Among the records below, which lines contain the string "main"? Report them.

Data to examine:

Content starts

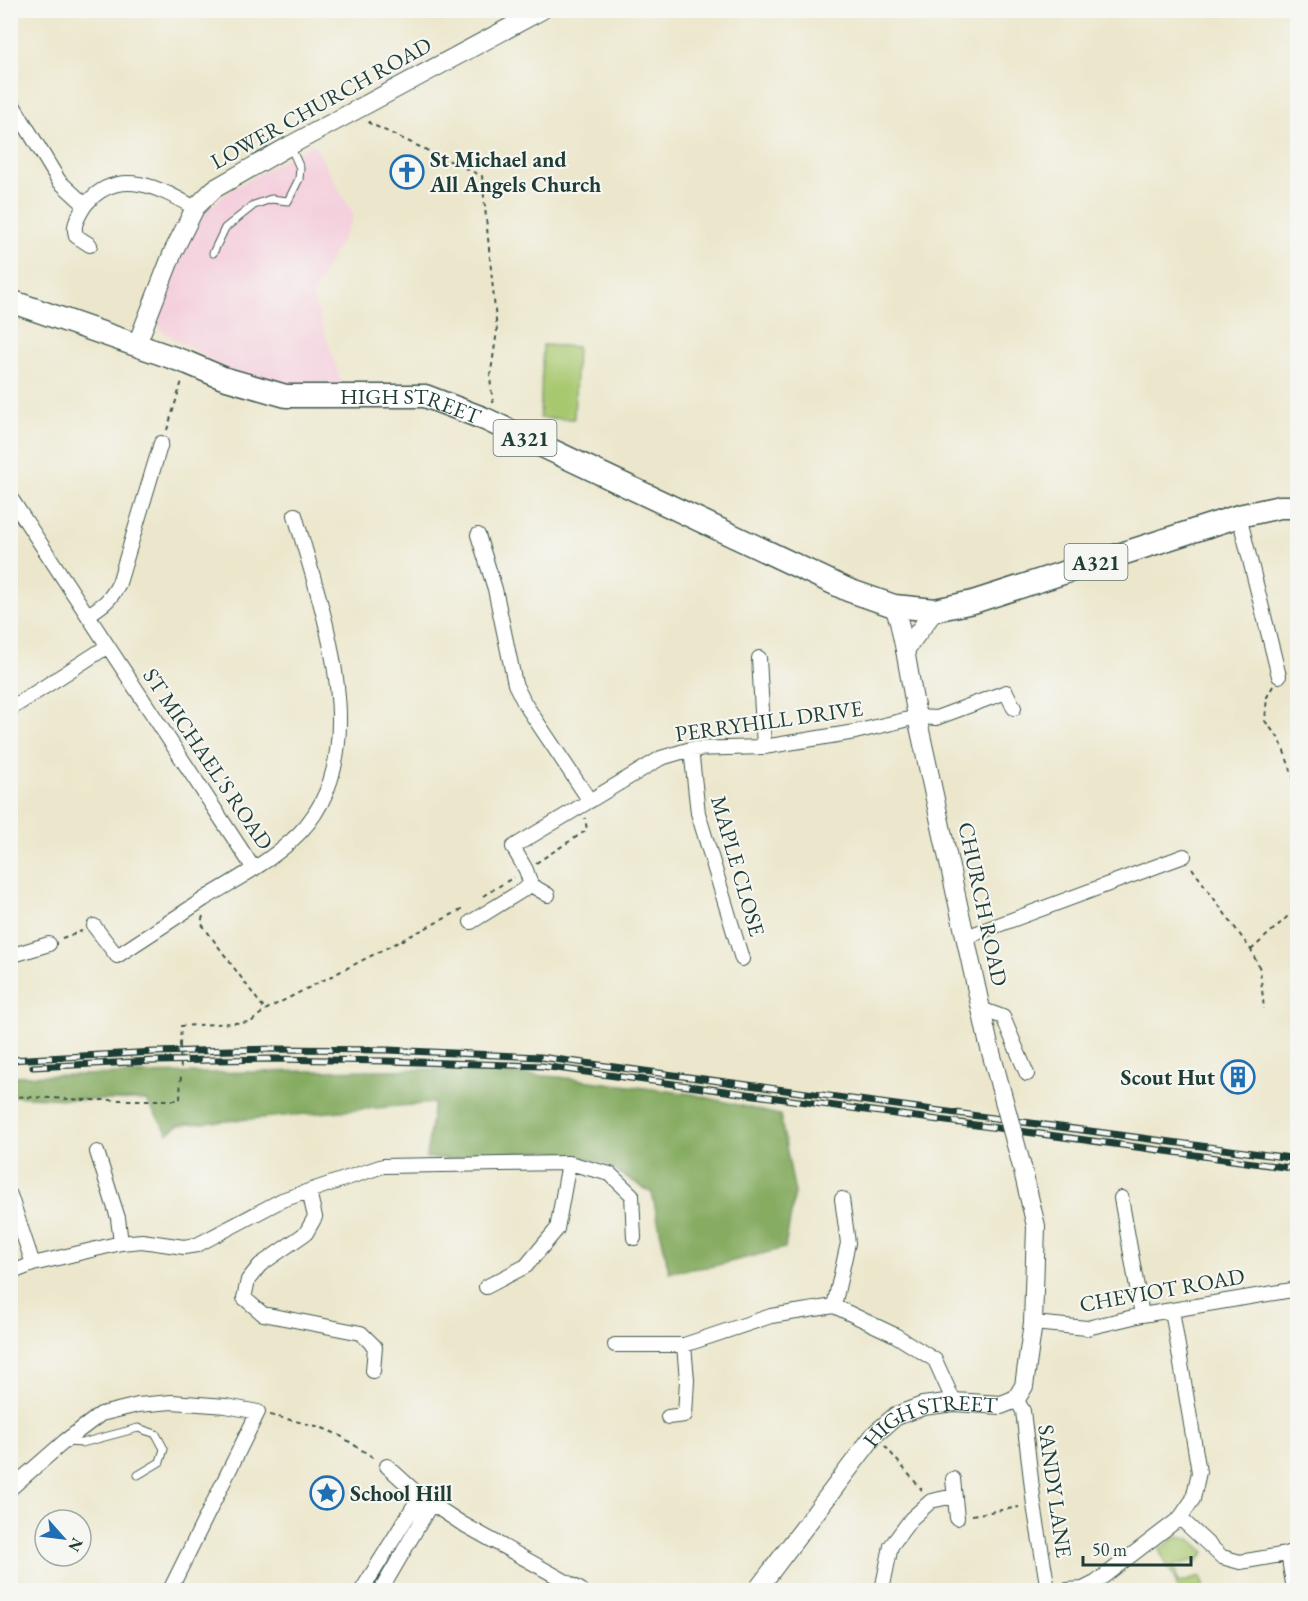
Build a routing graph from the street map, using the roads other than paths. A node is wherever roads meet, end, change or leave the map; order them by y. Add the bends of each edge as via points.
1 (542, 10) edge
2 (13, 105) dead end
3 (290, 146) junction
4 (84, 205) junction
5 (195, 208) junction
6 (90, 245) dead end
7 (213, 253) dead end
8 (10, 301) edge
9 (137, 344) junction
10 (161, 443) road end
11 (10, 497) edge
12 (1298, 507) edge
13 (295, 515) dead end
14 (1239, 516) junction
15 (478, 535) dead end
16 (894, 606) junction
17 (935, 610) junction
18 (88, 615) junction
19 (108, 646) junction
20 (906, 650) junction
21 (759, 658) dead end
22 (1279, 676) road end
23 (1014, 708) dead end
24 (10, 709) edge
25 (918, 717) junction
26 (764, 747) junction
27 (691, 749) junction
28 (590, 801) junction
29 (1184, 856) road end
30 (254, 868) junction
31 (531, 885) junction
32 (548, 895) dead end
33 (471, 922) dead end
34 (94, 926) road end
35 (966, 937) junction
36 (49, 944) road end
37 (10, 956) edge
38 (742, 959) dead end
39 (981, 1010) junction
40 (1028, 1074) dead end
41 (97, 1152) dead end
42 (569, 1163) junction
43 (1022, 1167) joint
44 (309, 1191) junction
45 (10, 1196) edge
46 (1121, 1198) dead end
47 (842, 1199) dead end
48 (634, 1238) dead end
49 (121, 1243) junction
50 (33, 1264) junction
51 (10, 1273) edge
52 (486, 1287) dead end
53 (1298, 1289) edge
54 (834, 1306) junction
55 (1172, 1310) junction
56 (1142, 1315) junction
57 (1033, 1323) junction
58 (615, 1345) dead end
59 (684, 1345) junction
60 (373, 1371) dead end
61 (1016, 1399) junction
62 (954, 1402) junction
63 (668, 1417) dead end
64 (65, 1441) junction
65 (387, 1466) road end
66 (138, 1474) dead end
67 (952, 1479) dead end
68 (10, 1489) edge
69 (954, 1496) junction
70 (426, 1500) junction
71 (957, 1518) road end
72 (1180, 1518) junction
73 (1293, 1553) edge
74 (170, 1590) edge
75 (362, 1590) edge
76 (381, 1590) edge
77 (581, 1590) edge
78 (757, 1590) edge
79 (882, 1590) edge
80 (1048, 1590) edge
81 (1067, 1590) edge
82 (1294, 1590) edge

1 - 3 street, LOWER CHURCH ROAD
2 - 4 street via 59,181
3 - 5 street, LOWER CHURCH ROAD via 214,189
3 - 7 lane via 300,168 288,201 271,199 254,205 225,228
4 - 5 street via 96,193 124,182 163,192
4 - 6 street via 74,227 76,236
5 - 9 street, LOWER CHURCH ROAD
8 - 9 main road, HIGH STREET / A321
9 - 16 main road, HIGH STREET / A321 via 223,378 286,396 425,396 495,424 848,590
10 - 18 street via 114,595
11 - 18 street, ST MICHAEL'S ROAD
12 - 14 main road, A321
13 - 30 street, ST MICHAEL'S ROAD via 327,630 337,688 336,761 320,808 307,825
14 - 17 main road, A321 via 973,602
14 - 22 street
15 - 28 street via 495,589 515,684
16 - 17 main road, A321
16 - 20 street, CHURCH ROAD
17 - 20 street
18 - 19 street, ST MICHAEL'S ROAD
19 - 24 street
19 - 30 street, ST MICHAEL'S ROAD
20 - 25 street, CHURCH ROAD
21 - 26 street
23 - 25 street, PERRYHILL DRIVE via 1006,692 936,718
25 - 26 street, PERRYHILL DRIVE
25 - 35 street, CHURCH ROAD
26 - 27 street, PERRYHILL DRIVE
27 - 28 street, PERRYHILL DRIVE via 661,758
27 - 38 street, MAPLE CLOSE via 698,813
28 - 31 street, PERRYHILL DRIVE via 513,847
29 - 35 street
30 - 34 street via 117,956
31 - 32 street
31 - 33 street
35 - 39 street, CHURCH ROAD
36 - 37 street
39 - 40 street via 1003,1017
39 - 43 street, CHURCH ROAD, bridge
41 - 49 street via 118,1218
42 - 44 street via 383,1166
42 - 48 street via 610,1174 632,1195
42 - 52 street via 557,1229 526,1266
43 - 57 street, HIGH STREET via 1036,1226
44 - 49 street via 282,1200 197,1245 184,1247 141,1240
44 - 60 street via 315,1217 306,1233 260,1264 248,1280 244,1298 263,1314 361,1333 375,1347
45 - 50 street
46 - 56 street
47 - 54 street via 848,1243
49 - 50 street
50 - 51 street
53 - 55 street, CHEVIOT ROAD
54 - 59 street via 771,1316
54 - 62 street via 895,1335 935,1360
55 - 56 street, CHEVIOT ROAD
55 - 72 street via 1199,1472 1193,1498
56 - 57 street, CHEVIOT ROAD via 1087,1328
57 - 61 street, HIGH STREET via 1024,1386
58 - 59 street
59 - 63 street via 685,1416
61 - 62 street, HIGH STREET via 1001,1405
61 - 80 street, SANDY LANE via 1023,1411
62 - 78 street, HIGH STREET via 923,1406 896,1416 875,1434
64 - 66 lane via 82,1443 138,1428 156,1434 164,1449 160,1462
64 - 68 street
64 - 74 street via 101,1414 138,1405 172,1402 258,1412
65 - 70 street
67 - 69 street
69 - 71 street
69 - 79 street via 931,1501 911,1519 891,1546
70 - 75 street
70 - 76 street
70 - 77 street
72 - 73 street via 1222,1557 1240,1562
72 - 81 street via 1095,1583
73 - 82 street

Content ends

Exercise response:
8 - 9 main road, HIGH STREET / A321
9 - 16 main road, HIGH STREET / A321 via 223,378 286,396 425,396 495,424 848,590
12 - 14 main road, A321
14 - 17 main road, A321 via 973,602
16 - 17 main road, A321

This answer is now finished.